Utility of Tacit Knowledge


Reciprocal nepotism can also support the common interpretation of that knowledge. Tacit knowledge can be interpreted and used differently depending on ones experiences (Fiol, 1994; Szulanski, 1996). In addition, it is critical that tacit knowledge is interpreted similarly between recipient and source so that the knowledge is used effectively. People who share similar experiences tend to interpret and apply tacit knowledge in similar ways (Szulanski, 1996; Turner & Makhija, 2006). Reciprocal nepotism builds on a history of interaction and interdependence, and cultural norms that support obligations toward family members so that an organization can benefit from generalized social exchange relationships among family members. Interdependence and interaction reflect that family members have shared relatively similar experiences and an ancestral history of socialization.
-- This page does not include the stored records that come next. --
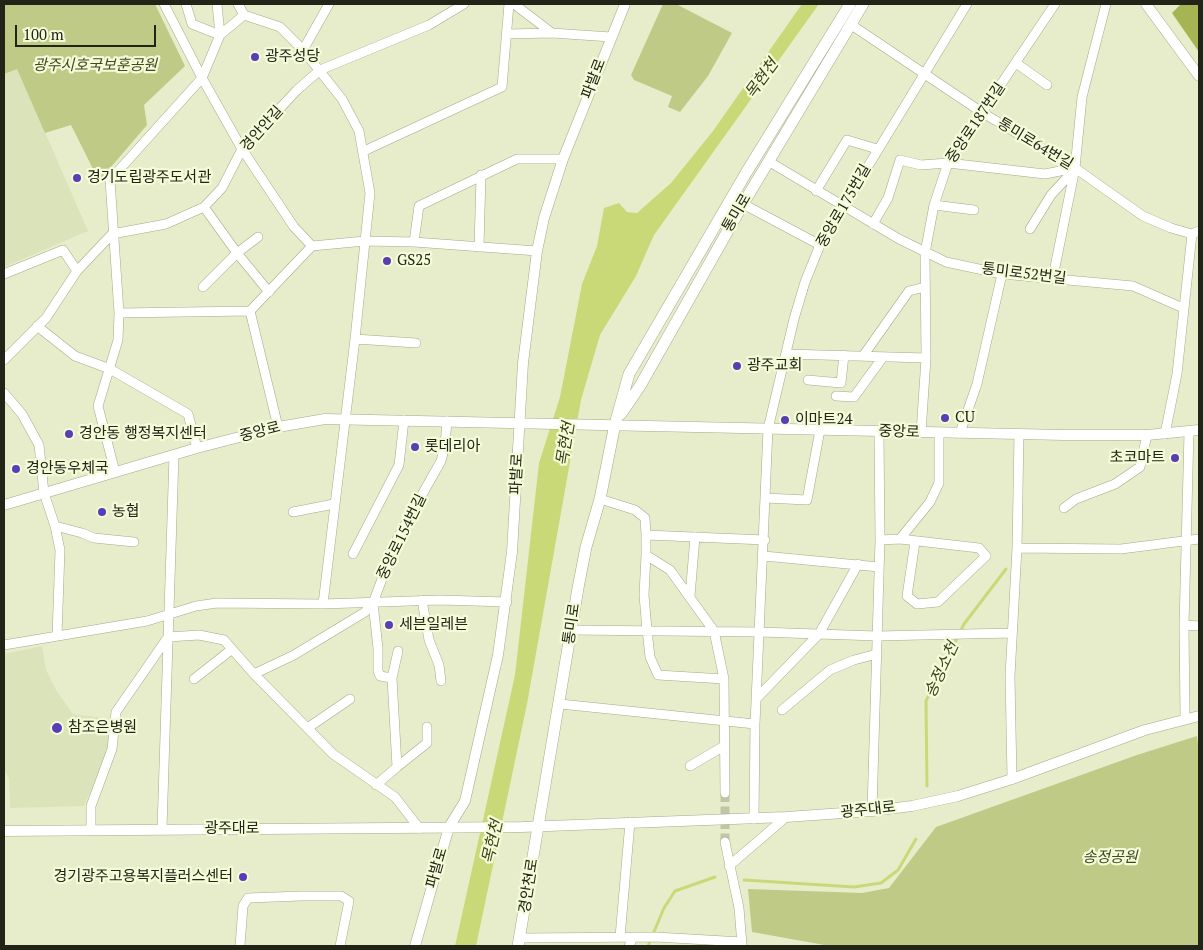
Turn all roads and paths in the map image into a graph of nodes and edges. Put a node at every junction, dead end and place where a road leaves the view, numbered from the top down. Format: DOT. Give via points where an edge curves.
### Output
graph roads {
  1 [pos="164,4"];
  2 [pos="186,4"];
  3 [pos="217,4"];
  4 [pos="238,4"];
  5 [pos="329,4"];
  6 [pos="464,4"];
  7 [pos="509,4"];
  8 [pos="514,4"];
  9 [pos="625,4"];
  10 [pos="850,4"];
  11 [pos="863,4"];
  12 [pos="967,4"];
  13 [pos="1055,4"];
  14 [pos="1106,4"];
  15 [pos="1146,4"];
  16 [pos="244,15"];
  17 [pos="850,24"];
  18 [pos="552,33"];
  19 [pos="507,34"];
  20 [pos="220,35"];
  21 [pos="611,37"];
  22 [pos="303,50"];
  23 [pos="1016,63"];
  24 [pos="320,70"];
  25 [pos="924,72"];
  26 [pos="1199,76"];
  27 [pos="202,78"];
  28 [pos="1047,85"];
  29 [pos="983,113"];
  30 [pos="242,149"];
  31 [pos="877,149"];
  32 [pos="364,151"];
  33 [pos="563,158"];
  34 [pos="768,161"];
  35 [pos="948,162"];
  36 [pos="1075,168"];
  37 [pos="481,175"];
  38 [pos="816,191"];
  39 [pos="742,204"];
  40 [pos="842,205"];
  41 [pos="934,205"];
  42 [pos="204,208"];
  43 [pos="974,210"];
  44 [pos="873,224"];
  45 [pos="1030,229"];
  46 [pos="1196,233"];
  47 [pos="112,234"];
  48 [pos="258,237"];
  49 [pos="365,241"];
  50 [pos="414,242"];
  51 [pos="820,245"];
  52 [pos="312,246"];
  53 [pos="479,247"];
  54 [pos="537,251"];
  55 [pos="236,253"];
  56 [pos="925,253"];
  57 [pos="77,271"];
  58 [pos="4,274"];
  59 [pos="1002,274"];
  60 [pos="1053,277"];
  61 [pos="203,286"];
  62 [pos="925,287"];
  63 [pos="268,292"];
  64 [pos="1183,308"];
  65 [pos="250,311"];
  66 [pos="119,313"];
  67 [pos="37,326"];
  68 [pos="355,339"];
  69 [pos="416,343"];
  70 [pos="786,354"];
  71 [pos="844,355"];
  72 [pos="863,356"];
  73 [pos="882,357"];
  74 [pos="926,358"];
  75 [pos="4,360"];
  76 [pos="110,369"];
  77 [pos="808,380"];
  78 [pos="4,393"];
  79 [pos="836,396"];
  80 [pos="345,418"];
  81 [pos="404,420"];
  82 [pos="447,421"];
  83 [pos="522,423"];
  84 [pos="615,424"];
  85 [pos="278,427"];
  86 [pos="768,429"];
  87 [pos="820,430"];
  88 [pos="1194,431"];
  89 [pos="879,432"];
  90 [pos="921,433"];
  91 [pos="939,433"];
  92 [pos="960,433"];
  93 [pos="1019,434"];
  94 [pos="1165,434"];
  95 [pos="1147,435"];
  96 [pos="197,448"];
  97 [pos="174,455"];
  98 [pos="115,472"];
  99 [pos="44,493"];
  100 [pos="765,498"];
  101 [pos="600,500"];
  102 [pos="334,504"];
  103 [pos="4,505"];
  104 [pos="1064,508"];
  105 [pos="294,512"];
  106 [pos="55,526"];
  107 [pos="646,535"];
  108 [pos="694,537"];
  109 [pos="900,539"];
  110 [pos="1199,539"];
  111 [pos="764,540"];
  112 [pos="880,540"];
  113 [pos="1187,541"];
  114 [pos="134,542"];
  115 [pos="915,542"];
  116 [pos="1017,548"];
  117 [pos="353,554"];
  118 [pos="646,555"];
  119 [pos="764,556"];
  120 [pos="858,564"];
  121 [pos="879,567"];
  122 [pos="690,596"];
  123 [pos="422,600"];
  124 [pos="506,602"];
  125 [pos="373,603"];
  126 [pos="322,604"];
  127 [pos="167,616"];
  128 [pos="1184,626"];
  129 [pos="1199,626"];
  130 [pos="572,630"];
  131 [pos="647,630"];
  132 [pos="714,631"];
  133 [pos="759,632"];
  134 [pos="1012,633"];
  135 [pos="819,634"];
  136 [pos="56,636"];
  137 [pos="877,636"];
  138 [pos="168,638"];
  139 [pos="4,645"];
  140 [pos="231,650"];
  141 [pos="398,651"];
  142 [pos="877,654"];
  143 [pos="254,674"];
  144 [pos="392,678"];
  145 [pos="194,679"];
  146 [pos="724,679"];
  147 [pos="441,681"];
  148 [pos="350,699"];
  149 [pos="756,699"];
  150 [pos="560,704"];
  151 [pos="782,710"];
  152 [pos="1199,716"];
  153 [pos="1186,718"];
  154 [pos="725,722"];
  155 [pos="755,724"];
  156 [pos="427,727"];
  157 [pos="309,728"];
  158 [pos="724,746"];
  159 [pos="690,766"];
  160 [pos="397,767"];
  161 [pos="1012,779"];
  162 [pos="376,785"];
  163 [pos="725,793"];
  164 [pos="872,811"];
  165 [pos="786,818"];
  166 [pos="754,819"];
  167 [pos="630,822"];
  168 [pos="539,826"];
  169 [pos="449,827"];
  170 [pos="91,828"];
  171 [pos="419,828"];
  172 [pos="162,829"];
  173 [pos="4,831"];
  174 [pos="726,842"];
  175 [pos="729,866"];
  176 [pos="620,937"];
  177 [pos="633,937"];
  178 [pos="519,942"];
  179 [pos="742,944"];
  180 [pos="240,946"];
  181 [pos="340,946"];
  182 [pos="415,946"];
  183 [pos="629,946"];
  1 -- 27 [label="street"];
  2 -- 20 [label="street" via="192,24"];
  3 -- 20 [label="street"];
  4 -- 16 [label="street"];
  5 -- 22 [label="street"];
  6 -- 24 [label="street, 경안안길" via="430,25"];
  7 -- 19 [label="street"];
  8 -- 18 [label="street"];
  9 -- 21 [label="street, 파발로"];
  10 -- 84 [label="main road, 통미로" via="746,173 629,374"];
  11 -- 17 [label="main road, 통미로"];
  12 -- 25 [label="street, 중앙로175번길"];
  13 -- 23 [label="street, 중앙로187번길"];
  14 -- 36 [label="street" via="1082,97"];
  15 -- 26 [label="street"];
  16 -- 20 [label="street"];
  16 -- 22 [label="street" via="280,27"];
  17 -- 25 [label="street, 통미로64번길"];
  17 -- 34 [label="main road, 통미로"];
  18 -- 19 [label="street"];
  18 -- 21 [label="street"];
  19 -- 32 [label="street" via="502,87"];
  20 -- 27 [label="street"];
  21 -- 33 [label="street, 파발로"];
  22 -- 24 [label="street"];
  23 -- 28 [label="street"];
  23 -- 29 [label="street, 중앙로187번길"];
  24 -- 30 [label="street, 경안안길"];
  24 -- 32 [label="street" via="359,131"];
  25 -- 29 [label="street, 통미로64번길"];
  25 -- 31 [label="street, 중앙로175번길"];
  27 -- 30 [label="street"];
  27 -- 47 [label="street" via="110,180"];
  29 -- 35 [label="street, 중앙로187번길"];
  29 -- 36 [label="street, 통미로64번길"];
  30 -- 42 [label="street, 경안안길" via="222,188"];
  30 -- 52 [label="street" via="294,226"];
  31 -- 38 [label="street" via="847,140"];
  31 -- 40 [label="street, 중앙로175번길"];
  32 -- 49 [label="street" via="370,193"];
  33 -- 37 [label="street" via="517,159"];
  33 -- 54 [label="street, 파발로"];
  34 -- 38 [label="street, 통미로52번길"];
  34 -- 39 [label="main road, 통미로"];
  35 -- 36 [label="street" via="1046,174"];
  35 -- 41 [label="street, 중앙로187번길"];
  35 -- 44 [label="street" via="921,165 900,160 888,198"];
  36 -- 45 [label="street" via="1051,195"];
  36 -- 46 [label="street, 통미로64번길" via="1144,216 1171,228"];
  36 -- 60 [label="street"];
  37 -- 50 [label="street" via="419,206"];
  37 -- 53 [label="street"];
  38 -- 40 [label="street, 통미로52번길"];
  39 -- 51 [label="street"];
  39 -- 84 [label="main road, 통미로" via="640,386"];
  40 -- 44 [label="street, 통미로52번길"];
  40 -- 51 [label="street, 중앙로175번길"];
  41 -- 43 [label="street"];
  41 -- 56 [label="street, 중앙로187번길"];
  42 -- 47 [label="street, 경안안길" via="166,224"];
  42 -- 55 [label="street"];
  44 -- 56 [label="street, 통미로52번길"];
  46 -- 64 [label="street"];
  47 -- 57 [label="street"];
  47 -- 66 [label="street"];
  48 -- 55 [label="street"];
  49 -- 50 [label="street"];
  49 -- 52 [label="street"];
  49 -- 68 [label="street"];
  50 -- 53 [label="street"];
  51 -- 70 [label="street, 중앙로175번길" via="805,282"];
  52 -- 63 [label="street"];
  53 -- 54 [label="street"];
  54 -- 83 [label="street, 파발로" via="523,363"];
  55 -- 61 [label="street"];
  55 -- 63 [label="street"];
  56 -- 59 [label="street, 통미로52번길" via="946,262"];
  56 -- 62 [label="street, 중앙로187번길"];
  57 -- 58 [label="street" via="63,250"];
  57 -- 67 [label="street" via="46,318"];
  59 -- 60 [label="street, 통미로52번길"];
  59 -- 92 [label="street" via="977,384"];
  60 -- 64 [label="street, 통미로52번길" via="1133,286"];
  62 -- 72 [label="street" via="910,291"];
  62 -- 74 [label="street, 중앙로187번길"];
  63 -- 65 [label="street"];
  64 -- 94 [label="street" via="1177,374"];
  65 -- 66 [label="street"];
  65 -- 85 [label="street"];
  66 -- 76 [label="street" via="118,340"];
  67 -- 75 [label="street"];
  67 -- 76 [label="street" via="75,356"];
  68 -- 69 [label="street"];
  68 -- 80 [label="street"];
  70 -- 71 [label="street"];
  70 -- 86 [label="street, 중앙로175번길"];
  71 -- 72 [label="street"];
  71 -- 77 [label="street" via="841,382"];
  72 -- 73 [label="street"];
  73 -- 74 [label="street"];
  73 -- 79 [label="street" via="854,397"];
  74 -- 90 [label="street, 중앙로187번길"];
  76 -- 96 [label="street" via="188,414"];
  76 -- 98 [label="street" via="98,406"];
  78 -- 99 [label="street" via="22,414 39,444"];
  80 -- 81 [label="street, 중앙로"];
  80 -- 85 [label="street, 중앙로"];
  80 -- 102 [label="street"];
  81 -- 82 [label="street, 중앙로"];
  81 -- 117 [label="street" via="399,465"];
  82 -- 83 [label="street, 중앙로"];
  82 -- 125 [label="street, 중앙로154번길" via="441,461 397,539"];
  83 -- 84 [label="street, 중앙로"];
  83 -- 124 [label="street, 파발로"];
  84 -- 86 [label="street, 중앙로"];
  84 -- 101 [label="main road, 통미로"];
  85 -- 96 [label="street, 중앙로"];
  86 -- 87 [label="street, 중앙로"];
  86 -- 100 [label="street, 중앙로175번길"];
  87 -- 89 [label="street, 중앙로"];
  87 -- 100 [label="street" via="807,500"];
  88 -- 94 [label="street, 중앙로"];
  88 -- 113 [label="street"];
  89 -- 90 [label="street, 중앙로"];
  89 -- 112 [label="street"];
  90 -- 91 [label="street, 중앙로"];
  91 -- 92 [label="street, 중앙로"];
  91 -- 109 [label="street" via="939,484 930,502"];
  92 -- 93 [label="street, 중앙로"];
  93 -- 95 [label="street, 중앙로"];
  93 -- 116 [label="street"];
  94 -- 95 [label="street, 중앙로"];
  95 -- 104 [label="street" via="1140,467 1116,484 1076,498"];
  96 -- 97 [label="street, 중앙로"];
  97 -- 98 [label="street, 중앙로"];
  97 -- 127 [label="street"];
  98 -- 99 [label="street, 중앙로"];
  99 -- 103 [label="street, 중앙로"];
  99 -- 106 [label="street"];
  100 -- 111 [label="street, 중앙로175번길"];
  101 -- 107 [label="street" via="625,506 640,514 644,518"];
  101 -- 130 [label="main road, 통미로" via="586,547"];
  102 -- 105 [label="street"];
  102 -- 126 [label="street"];
  106 -- 114 [label="street" via="94,538"];
  106 -- 136 [label="street" via="60,550"];
  107 -- 108 [label="street"];
  107 -- 118 [label="street"];
  108 -- 111 [label="street"];
  108 -- 122 [label="street"];
  109 -- 112 [label="street"];
  109 -- 115 [label="street"];
  110 -- 113 [label="street"];
  111 -- 119 [label="street, 중앙로175번길"];
  112 -- 121 [label="street"];
  113 -- 116 [label="street" via="1121,549"];
  113 -- 128 [label="street"];
  115 -- 115 [label="street" via="979,548 986,556 938,602 917,604 907,596"];
  116 -- 134 [label="street"];
  118 -- 122 [label="street" via="670,570"];
  118 -- 131 [label="street" via="644,595"];
  119 -- 120 [label="street"];
  119 -- 133 [label="street, 중앙로175번길"];
  120 -- 121 [label="street"];
  120 -- 135 [label="street"];
  121 -- 137 [label="street"];
  122 -- 132 [label="street"];
  123 -- 124 [label="street"];
  123 -- 125 [label="street"];
  123 -- 147 [label="street"];
  124 -- 169 [label="street, 파발로" via="498,655 466,801"];
  125 -- 126 [label="street"];
  125 -- 143 [label="street" via="365,612 294,655"];
  125 -- 144 [label="street, 중앙로154번길" via="378,671 380,676"];
  126 -- 127 [label="street" via="217,603"];
  127 -- 136 [label="street"];
  127 -- 138 [label="street"];
  128 -- 129 [label="street"];
  128 -- 153 [label="street"];
  130 -- 131 [label="street"];
  130 -- 150 [label="main road, 통미로"];
  131 -- 132 [label="street"];
  131 -- 146 [label="street" via="650,657 658,675"];
  132 -- 133 [label="street"];
  132 -- 146 [label="street"];
  133 -- 135 [label="street"];
  133 -- 149 [label="street, 중앙로175번길"];
  134 -- 137 [label="street"];
  134 -- 161 [label="street"];
  135 -- 137 [label="street"];
  135 -- 149 [label="street"];
  136 -- 139 [label="street"];
  137 -- 142 [label="street"];
  138 -- 140 [label="street" via="210,636 224,640"];
  138 -- 170 [label="street" via="116,712 112,749 91,806"];
  138 -- 172 [label="street"];
  140 -- 143 [label="street"];
  140 -- 145 [label="street"];
  141 -- 144 [label="street"];
  142 -- 151 [label="street" via="830,670"];
  142 -- 164 [label="street"];
  143 -- 157 [label="street"];
  144 -- 160 [label="street"];
  146 -- 154 [label="street"];
  148 -- 157 [label="street"];
  149 -- 155 [label="street, 중앙로175번길"];
  150 -- 154 [label="street"];
  150 -- 168 [label="main road, 통미로"];
  152 -- 153 [label="street, 광주대로"];
  153 -- 161 [label="street, 광주대로" via="1103,744"];
  154 -- 155 [label="street"];
  154 -- 158 [label="street"];
  155 -- 166 [label="street, 중앙로175번길"];
  156 -- 160 [label="street" via="426,743"];
  157 -- 162 [label="street" via="333,754"];
  158 -- 159 [label="street"];
  158 -- 163 [label="street"];
  160 -- 162 [label="street"];
  161 -- 164 [label="street, 광주대로" via="949,798"];
  162 -- 171 [label="street" via="395,797"];
  164 -- 165 [label="street, 광주대로"];
  165 -- 166 [label="street, 광주대로"];
  165 -- 175 [label="street"];
  166 -- 167 [label="street, 광주대로"];
  167 -- 168 [label="street, 광주대로"];
  167 -- 176 [label="street"];
  168 -- 169 [label="street, 광주대로"];
  168 -- 178 [label="main road, 경안천로"];
  169 -- 171 [label="street, 광주대로"];
  169 -- 182 [label="street, 파발로"];
  170 -- 172 [label="street, 광주대로"];
  170 -- 173 [label="street, 광주대로"];
  171 -- 172 [label="street, 광주대로"];
  174 -- 175 [label="street"];
  175 -- 179 [label="street" via="739,908"];
  176 -- 177 [label="street"];
  176 -- 178 [label="street"];
  177 -- 179 [label="street"];
  177 -- 183 [label="street"];
  180 -- 181 [label="street" via="242,906 248,898 341,896 346,897 350,905"];
}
In turn, a common interpretation of tacit knowledge is more likely among family members when compared with nonfamily members (Berger & Luckmann, 1967; Collins & Smith, 2006; Gedajlovic & Carney, 2010; Rousseau, 1989). Accordingly, the utility of tacit knowledge for an organization may be higher when nepots interpret knowledge appropriately and use the knowledge where it is of best use to an organization (Collins & Smith, 2006). We derive the following proposition: Proposition 2b: Reciprocal nepotism, leading to generalized exchange, increases the firms ability to derive utility from tacit knowledge.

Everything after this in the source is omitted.